The human Drug–Disease–Gene Network

Abstract

How to understand the correlations of drugs, diseases and genes from a view of network-based framework is of great importance for disease diagnosis, treatments and drug discovery. This paper proposes a multi-level network model that integrates drugs, diseases and genes together, called a drug–disease–gene network (DrDiGeN). The network consists of three subnetworks, a drug–drug network (DrDrN), a disease–disease network (DiDiN) and a gene–gene network (GeGeN). The statistic characteristics show that node degree in most of the subnetworks approximately follows a power-law distribution.
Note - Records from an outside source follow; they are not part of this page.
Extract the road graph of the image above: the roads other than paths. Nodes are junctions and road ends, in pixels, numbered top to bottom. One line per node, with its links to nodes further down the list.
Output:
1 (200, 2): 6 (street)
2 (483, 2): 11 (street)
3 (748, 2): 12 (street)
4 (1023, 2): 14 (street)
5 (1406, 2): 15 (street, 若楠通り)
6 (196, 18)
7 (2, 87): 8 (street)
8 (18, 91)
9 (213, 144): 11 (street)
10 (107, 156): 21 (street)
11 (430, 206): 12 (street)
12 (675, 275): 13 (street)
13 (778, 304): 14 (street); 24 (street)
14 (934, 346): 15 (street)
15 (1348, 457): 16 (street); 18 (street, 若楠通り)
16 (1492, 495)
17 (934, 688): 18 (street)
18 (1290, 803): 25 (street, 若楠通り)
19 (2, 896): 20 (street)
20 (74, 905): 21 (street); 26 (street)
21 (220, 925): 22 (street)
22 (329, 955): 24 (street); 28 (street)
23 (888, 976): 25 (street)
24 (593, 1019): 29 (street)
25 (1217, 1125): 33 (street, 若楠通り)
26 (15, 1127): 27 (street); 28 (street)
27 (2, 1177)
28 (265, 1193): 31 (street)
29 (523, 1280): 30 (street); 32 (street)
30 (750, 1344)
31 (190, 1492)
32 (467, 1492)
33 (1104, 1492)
The results also indicate that if genes in the GeGeN occupy important topological positions, then their associated drugs and diseases always hold critical roles in the DrDrN and the DiDiN respectively. In addition, most drug target genes and disease-causing genes are always different and nonessential, and the both show a lower likelihood to encode hub proteins in human protein–protein interaction (PPI) network, while a little higher tendency is observed in the GeGeN. Gene modules extracted from the GeGeN are highly enriched in Gene Ontology (GO) terms, but poor coexpressed in human tissues compared with that of the PPI network. Furthermore, diseases (or drugs) associated with similar genes highly interact with each other such that tightly related drugs, diseases and genes can easily form co-modules, in which they share a similar pattern. The conserved structures are helpful for the understanding of the interaction mechanisms of drug–disease–gene as well as drug applications and disease treatments in a network-based level.